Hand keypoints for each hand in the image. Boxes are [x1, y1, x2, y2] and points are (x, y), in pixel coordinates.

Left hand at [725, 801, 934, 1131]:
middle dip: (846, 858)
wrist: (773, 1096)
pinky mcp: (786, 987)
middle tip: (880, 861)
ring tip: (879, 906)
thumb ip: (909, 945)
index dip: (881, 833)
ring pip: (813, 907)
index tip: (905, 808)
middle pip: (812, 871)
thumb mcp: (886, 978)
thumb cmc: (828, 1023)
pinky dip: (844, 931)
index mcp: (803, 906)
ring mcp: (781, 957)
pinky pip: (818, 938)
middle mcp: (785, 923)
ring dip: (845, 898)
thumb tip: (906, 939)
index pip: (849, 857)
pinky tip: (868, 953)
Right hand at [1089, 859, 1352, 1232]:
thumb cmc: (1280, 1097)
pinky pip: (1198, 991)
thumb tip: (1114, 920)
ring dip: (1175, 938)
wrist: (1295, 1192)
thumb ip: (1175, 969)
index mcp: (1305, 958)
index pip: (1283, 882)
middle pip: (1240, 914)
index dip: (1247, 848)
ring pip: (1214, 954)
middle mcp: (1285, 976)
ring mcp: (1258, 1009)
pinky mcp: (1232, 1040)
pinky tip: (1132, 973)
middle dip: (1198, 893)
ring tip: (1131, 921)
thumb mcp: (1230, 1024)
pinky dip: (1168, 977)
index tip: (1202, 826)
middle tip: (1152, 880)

::::

WHAT YOU HAVE TO DO
May I have all of the records repeated exactly?

REPLY TO THE TASK
Hand keypoints for each hand in the image. Boxes are [x1, y1, x2, y2] and points are (x, y), in pixel coordinates.

Left hand at [725, 801, 934, 1131]:
middle dip: (846, 858)
wrist: (773, 1096)
pinky mcp: (786, 987)
middle tip: (880, 861)
ring tip: (879, 906)
thumb ip: (909, 945)
index dip: (881, 833)
ring pip: (813, 907)
index tip: (905, 808)
middle pip: (812, 871)
thumb mcp: (886, 978)
thumb cmc: (828, 1023)
pinky dip: (844, 931)
index mcp: (803, 906)
ring mcp: (781, 957)
pinky pip: (818, 938)
middle mcp: (785, 923)
ring dip: (845, 898)
thumb tip: (906, 939)
index pip: (849, 857)
pinky tip: (868, 953)
Right hand at [1089, 859, 1352, 1232]:
thumb cmc: (1280, 1097)
pinky pip: (1198, 991)
thumb tip: (1114, 920)
ring dip: (1175, 938)
wrist: (1295, 1192)
thumb ip: (1175, 969)
index mcp: (1305, 958)
index pip: (1283, 882)
middle pip: (1240, 914)
index dip: (1247, 848)
ring pip: (1214, 954)
middle mcp: (1285, 976)
ring mcp: (1258, 1009)
pinky mcp: (1232, 1040)
pinky tip: (1132, 973)
middle dip: (1198, 893)
ring tip: (1131, 921)
thumb mcp: (1230, 1024)
pinky dip: (1168, 977)
index tip: (1202, 826)
middle tip: (1152, 880)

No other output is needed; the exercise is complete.